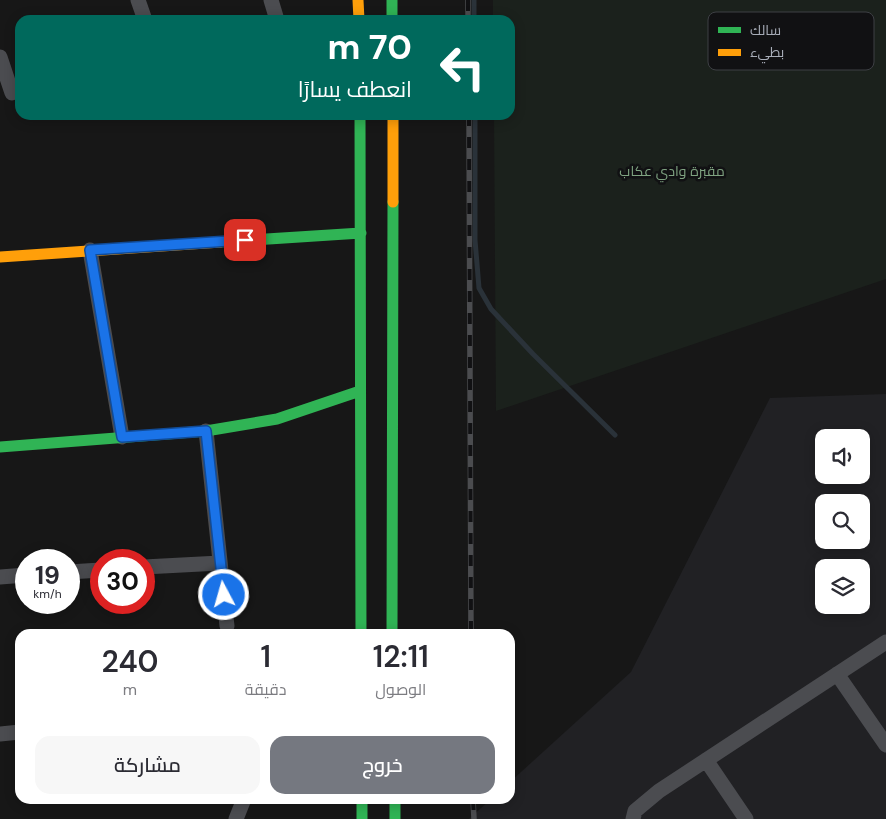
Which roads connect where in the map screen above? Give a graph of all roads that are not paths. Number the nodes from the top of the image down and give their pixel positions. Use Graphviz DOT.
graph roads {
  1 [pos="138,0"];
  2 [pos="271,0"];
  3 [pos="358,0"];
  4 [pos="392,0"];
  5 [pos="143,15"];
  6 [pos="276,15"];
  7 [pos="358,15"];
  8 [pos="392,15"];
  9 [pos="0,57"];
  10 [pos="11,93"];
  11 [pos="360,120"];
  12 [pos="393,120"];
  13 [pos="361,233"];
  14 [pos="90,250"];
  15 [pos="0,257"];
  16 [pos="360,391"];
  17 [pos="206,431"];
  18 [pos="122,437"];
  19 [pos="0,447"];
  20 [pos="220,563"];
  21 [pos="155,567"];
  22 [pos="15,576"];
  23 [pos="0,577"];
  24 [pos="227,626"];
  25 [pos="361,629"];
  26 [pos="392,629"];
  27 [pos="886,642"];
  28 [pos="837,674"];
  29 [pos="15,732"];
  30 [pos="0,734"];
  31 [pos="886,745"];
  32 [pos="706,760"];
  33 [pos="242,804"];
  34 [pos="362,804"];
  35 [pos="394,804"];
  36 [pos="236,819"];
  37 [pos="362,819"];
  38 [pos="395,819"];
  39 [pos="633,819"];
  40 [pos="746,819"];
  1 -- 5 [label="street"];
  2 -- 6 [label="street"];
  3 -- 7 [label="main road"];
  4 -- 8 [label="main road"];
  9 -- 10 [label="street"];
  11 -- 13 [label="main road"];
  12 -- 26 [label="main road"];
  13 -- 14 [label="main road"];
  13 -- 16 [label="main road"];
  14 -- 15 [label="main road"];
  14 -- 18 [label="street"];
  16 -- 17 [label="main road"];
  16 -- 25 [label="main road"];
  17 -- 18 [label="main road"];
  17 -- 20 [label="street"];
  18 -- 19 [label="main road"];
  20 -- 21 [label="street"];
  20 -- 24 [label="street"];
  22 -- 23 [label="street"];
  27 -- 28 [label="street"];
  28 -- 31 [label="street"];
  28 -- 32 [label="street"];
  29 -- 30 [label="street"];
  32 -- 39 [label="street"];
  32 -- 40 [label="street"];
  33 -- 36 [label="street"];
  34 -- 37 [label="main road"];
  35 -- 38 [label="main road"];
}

--

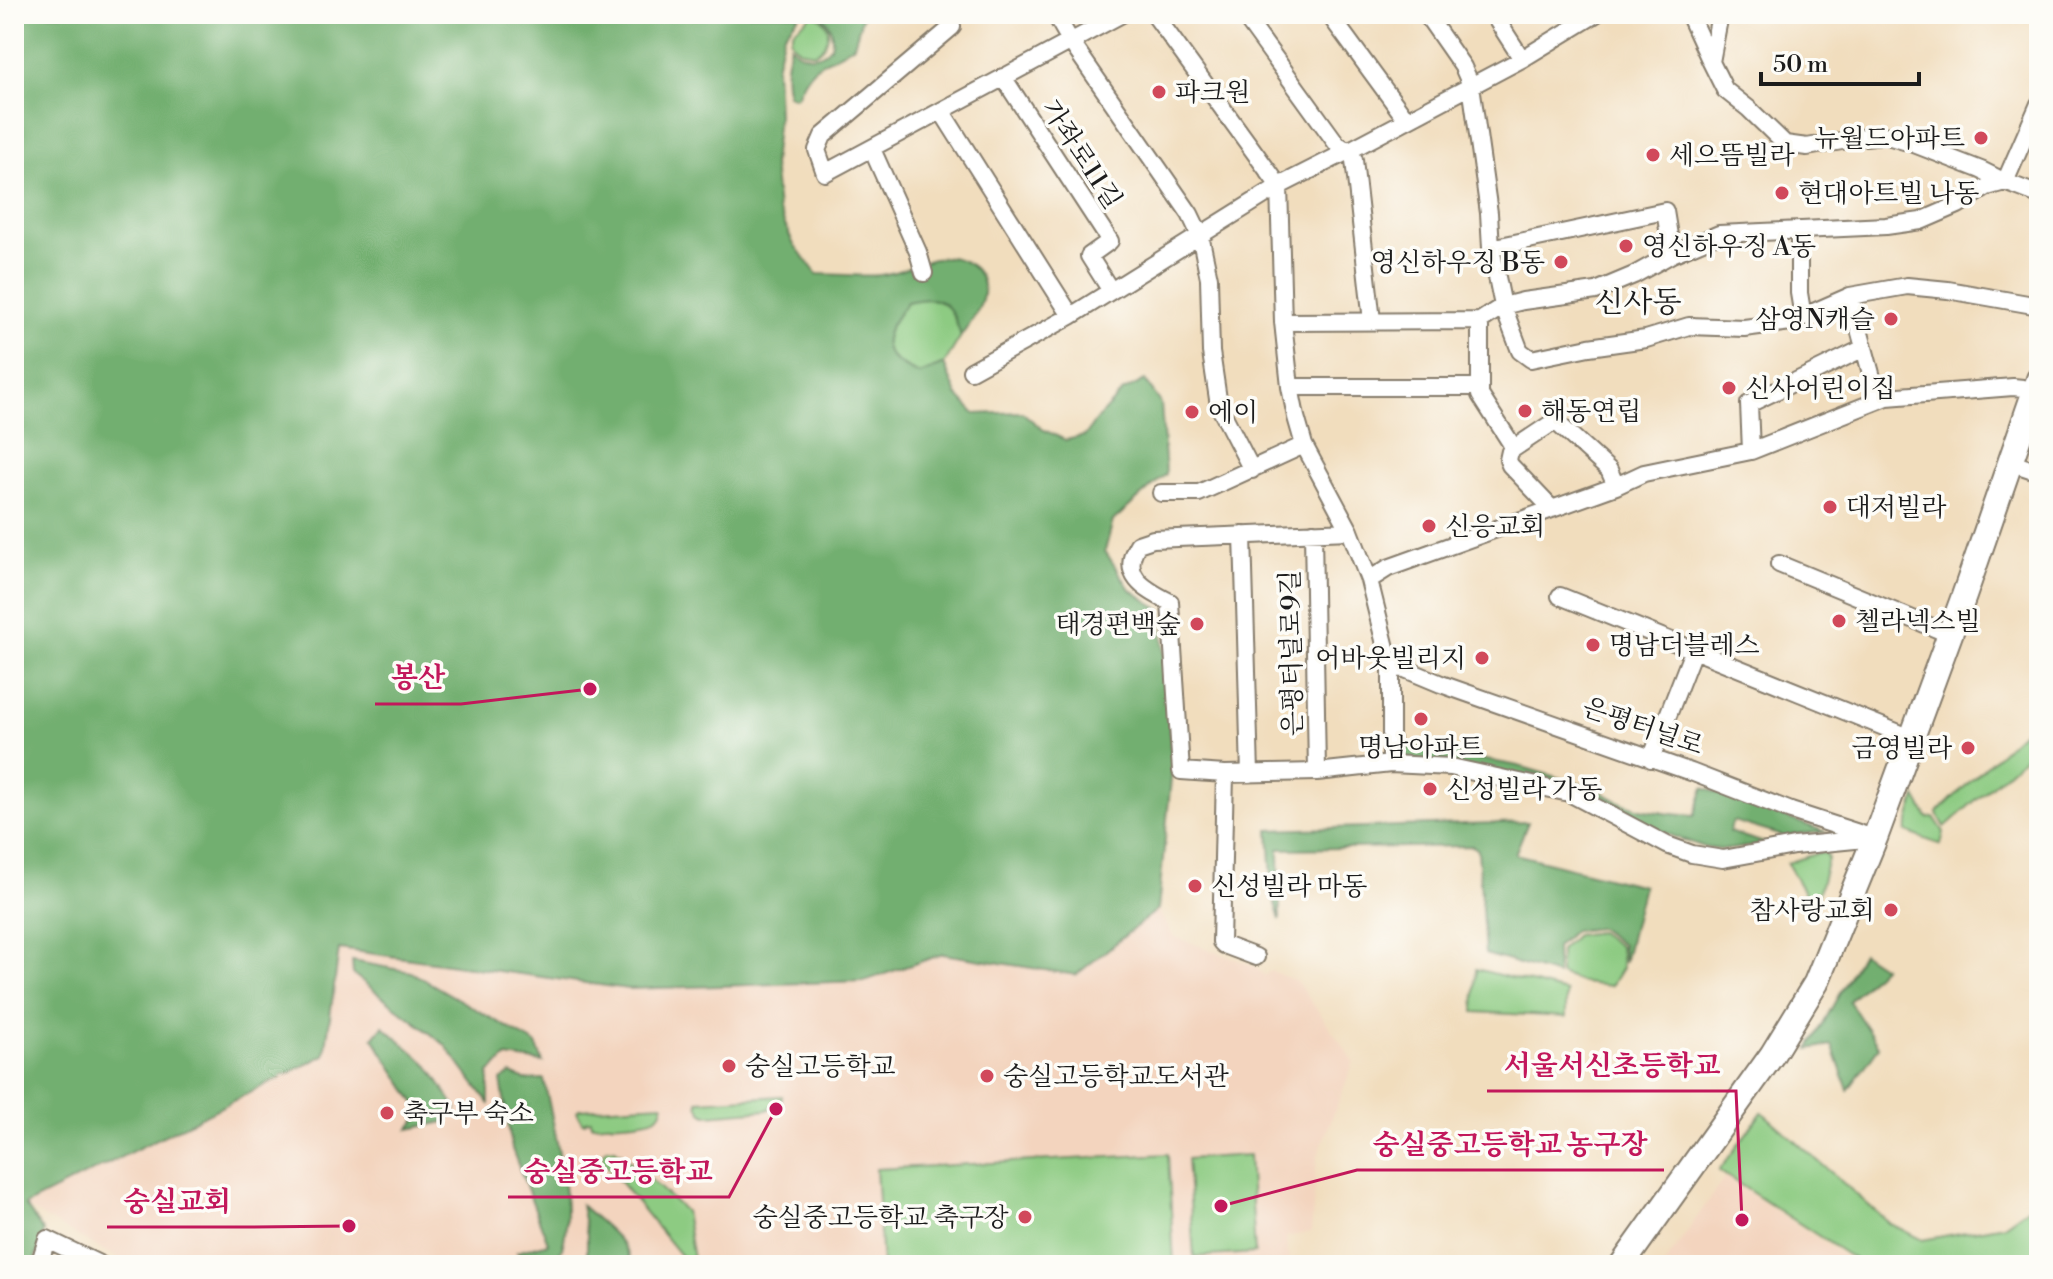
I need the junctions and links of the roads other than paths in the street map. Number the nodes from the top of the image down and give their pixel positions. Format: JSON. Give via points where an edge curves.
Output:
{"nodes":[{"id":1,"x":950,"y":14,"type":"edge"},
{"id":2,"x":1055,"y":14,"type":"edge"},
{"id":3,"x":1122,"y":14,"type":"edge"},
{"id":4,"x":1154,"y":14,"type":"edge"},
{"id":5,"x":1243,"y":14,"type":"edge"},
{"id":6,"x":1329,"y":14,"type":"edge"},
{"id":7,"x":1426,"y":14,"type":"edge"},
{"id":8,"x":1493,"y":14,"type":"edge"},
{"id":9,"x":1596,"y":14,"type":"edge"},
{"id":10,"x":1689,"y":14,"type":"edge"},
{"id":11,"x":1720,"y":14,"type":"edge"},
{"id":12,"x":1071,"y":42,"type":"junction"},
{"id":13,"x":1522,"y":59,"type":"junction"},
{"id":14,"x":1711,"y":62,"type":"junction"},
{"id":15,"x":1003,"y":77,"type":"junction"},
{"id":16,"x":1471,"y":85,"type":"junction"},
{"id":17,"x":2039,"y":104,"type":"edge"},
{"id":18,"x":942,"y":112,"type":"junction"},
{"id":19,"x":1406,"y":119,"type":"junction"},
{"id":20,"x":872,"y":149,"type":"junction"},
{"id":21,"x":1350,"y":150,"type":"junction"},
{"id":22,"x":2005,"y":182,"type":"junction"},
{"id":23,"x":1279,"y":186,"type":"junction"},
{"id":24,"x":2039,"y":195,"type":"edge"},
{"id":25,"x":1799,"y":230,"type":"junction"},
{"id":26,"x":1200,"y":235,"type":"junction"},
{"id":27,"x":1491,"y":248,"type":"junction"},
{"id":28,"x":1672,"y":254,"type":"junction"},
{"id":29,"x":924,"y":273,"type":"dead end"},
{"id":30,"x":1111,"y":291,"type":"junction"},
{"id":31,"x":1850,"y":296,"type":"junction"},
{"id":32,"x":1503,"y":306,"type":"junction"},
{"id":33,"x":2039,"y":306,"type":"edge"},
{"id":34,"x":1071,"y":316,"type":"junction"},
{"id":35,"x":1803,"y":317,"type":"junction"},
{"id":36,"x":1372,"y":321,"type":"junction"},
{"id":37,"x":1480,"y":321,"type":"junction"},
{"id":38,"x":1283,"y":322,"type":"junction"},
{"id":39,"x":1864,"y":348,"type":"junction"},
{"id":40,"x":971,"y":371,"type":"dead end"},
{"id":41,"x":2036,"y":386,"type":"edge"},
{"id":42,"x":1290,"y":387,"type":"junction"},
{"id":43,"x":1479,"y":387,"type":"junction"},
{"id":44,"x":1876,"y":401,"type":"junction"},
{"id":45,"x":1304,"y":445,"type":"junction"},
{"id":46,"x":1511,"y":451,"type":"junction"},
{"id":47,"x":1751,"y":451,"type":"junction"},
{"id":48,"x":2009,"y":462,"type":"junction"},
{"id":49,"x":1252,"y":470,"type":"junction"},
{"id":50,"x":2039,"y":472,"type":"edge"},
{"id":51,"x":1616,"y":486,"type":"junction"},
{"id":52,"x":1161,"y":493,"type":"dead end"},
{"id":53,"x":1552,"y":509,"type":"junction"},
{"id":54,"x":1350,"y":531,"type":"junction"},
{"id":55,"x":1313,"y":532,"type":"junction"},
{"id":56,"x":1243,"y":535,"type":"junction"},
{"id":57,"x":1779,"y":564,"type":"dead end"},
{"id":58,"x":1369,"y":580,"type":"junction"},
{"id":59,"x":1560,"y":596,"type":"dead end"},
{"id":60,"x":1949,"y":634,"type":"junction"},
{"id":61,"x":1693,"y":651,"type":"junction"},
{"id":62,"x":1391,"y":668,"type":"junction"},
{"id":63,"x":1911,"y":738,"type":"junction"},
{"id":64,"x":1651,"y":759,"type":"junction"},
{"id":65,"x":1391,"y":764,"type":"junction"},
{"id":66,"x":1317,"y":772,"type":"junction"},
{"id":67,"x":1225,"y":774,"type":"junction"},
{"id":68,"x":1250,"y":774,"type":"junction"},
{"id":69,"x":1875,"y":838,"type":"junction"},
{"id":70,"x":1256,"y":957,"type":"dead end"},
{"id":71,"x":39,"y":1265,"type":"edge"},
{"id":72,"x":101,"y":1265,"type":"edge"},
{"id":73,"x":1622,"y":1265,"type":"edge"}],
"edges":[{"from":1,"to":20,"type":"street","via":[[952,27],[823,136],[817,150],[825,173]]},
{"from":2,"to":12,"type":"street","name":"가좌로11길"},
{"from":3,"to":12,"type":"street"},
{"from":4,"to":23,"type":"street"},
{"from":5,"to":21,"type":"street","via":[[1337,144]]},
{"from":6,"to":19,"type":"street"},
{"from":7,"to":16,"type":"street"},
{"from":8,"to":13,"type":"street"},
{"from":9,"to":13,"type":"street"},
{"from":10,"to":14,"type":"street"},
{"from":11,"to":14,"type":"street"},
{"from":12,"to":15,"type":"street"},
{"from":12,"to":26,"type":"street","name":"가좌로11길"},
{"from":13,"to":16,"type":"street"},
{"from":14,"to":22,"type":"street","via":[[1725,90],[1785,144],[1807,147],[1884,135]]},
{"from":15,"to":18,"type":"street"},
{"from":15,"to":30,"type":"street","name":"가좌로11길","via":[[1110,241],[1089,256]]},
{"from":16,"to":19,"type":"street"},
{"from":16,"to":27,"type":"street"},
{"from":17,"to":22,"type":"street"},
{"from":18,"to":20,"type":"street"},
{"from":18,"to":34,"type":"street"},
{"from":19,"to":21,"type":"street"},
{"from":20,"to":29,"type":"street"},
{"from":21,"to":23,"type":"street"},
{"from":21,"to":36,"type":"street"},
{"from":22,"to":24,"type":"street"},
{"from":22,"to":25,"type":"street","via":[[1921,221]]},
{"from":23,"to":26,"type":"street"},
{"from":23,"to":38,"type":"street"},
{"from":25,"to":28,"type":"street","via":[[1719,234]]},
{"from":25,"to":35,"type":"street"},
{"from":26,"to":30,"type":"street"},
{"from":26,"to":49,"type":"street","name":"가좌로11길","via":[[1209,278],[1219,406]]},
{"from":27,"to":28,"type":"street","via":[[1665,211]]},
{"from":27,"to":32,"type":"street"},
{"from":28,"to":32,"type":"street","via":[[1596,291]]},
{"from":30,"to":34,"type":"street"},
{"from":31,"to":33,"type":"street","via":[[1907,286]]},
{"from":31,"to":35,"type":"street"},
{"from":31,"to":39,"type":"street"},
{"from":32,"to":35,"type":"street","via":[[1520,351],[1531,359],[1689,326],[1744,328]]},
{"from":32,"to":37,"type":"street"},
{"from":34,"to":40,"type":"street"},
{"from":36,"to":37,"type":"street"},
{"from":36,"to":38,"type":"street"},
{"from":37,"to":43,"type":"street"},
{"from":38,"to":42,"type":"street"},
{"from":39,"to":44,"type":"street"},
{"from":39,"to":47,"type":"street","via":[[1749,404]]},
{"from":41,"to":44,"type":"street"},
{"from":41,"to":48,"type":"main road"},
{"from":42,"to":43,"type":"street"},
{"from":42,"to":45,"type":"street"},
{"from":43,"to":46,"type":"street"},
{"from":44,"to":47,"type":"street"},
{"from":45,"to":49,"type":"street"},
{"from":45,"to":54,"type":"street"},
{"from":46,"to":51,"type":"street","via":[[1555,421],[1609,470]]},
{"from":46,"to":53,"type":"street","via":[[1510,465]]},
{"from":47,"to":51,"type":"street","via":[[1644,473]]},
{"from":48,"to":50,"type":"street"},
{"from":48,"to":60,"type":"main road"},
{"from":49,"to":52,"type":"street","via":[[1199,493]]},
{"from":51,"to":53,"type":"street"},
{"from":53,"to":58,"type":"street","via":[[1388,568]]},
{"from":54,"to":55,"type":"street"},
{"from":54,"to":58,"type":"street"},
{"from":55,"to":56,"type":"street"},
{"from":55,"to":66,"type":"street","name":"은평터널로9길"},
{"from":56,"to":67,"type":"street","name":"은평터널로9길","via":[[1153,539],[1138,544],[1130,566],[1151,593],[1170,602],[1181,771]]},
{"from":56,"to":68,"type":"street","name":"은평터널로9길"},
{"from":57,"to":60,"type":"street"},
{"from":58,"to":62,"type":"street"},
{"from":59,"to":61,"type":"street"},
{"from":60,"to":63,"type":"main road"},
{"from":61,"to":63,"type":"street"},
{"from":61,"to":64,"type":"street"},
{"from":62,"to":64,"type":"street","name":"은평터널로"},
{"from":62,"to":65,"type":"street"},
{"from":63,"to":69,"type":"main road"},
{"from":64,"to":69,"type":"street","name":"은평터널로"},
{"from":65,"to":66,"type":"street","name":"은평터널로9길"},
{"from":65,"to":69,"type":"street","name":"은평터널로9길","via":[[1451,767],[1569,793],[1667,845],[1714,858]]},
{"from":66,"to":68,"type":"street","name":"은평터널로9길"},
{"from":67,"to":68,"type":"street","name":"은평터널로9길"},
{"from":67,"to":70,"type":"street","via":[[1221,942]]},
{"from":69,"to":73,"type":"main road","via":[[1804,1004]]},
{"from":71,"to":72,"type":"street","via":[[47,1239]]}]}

--

For the data above, give the number of lines in which the word "graph" appears, and nothing more.

2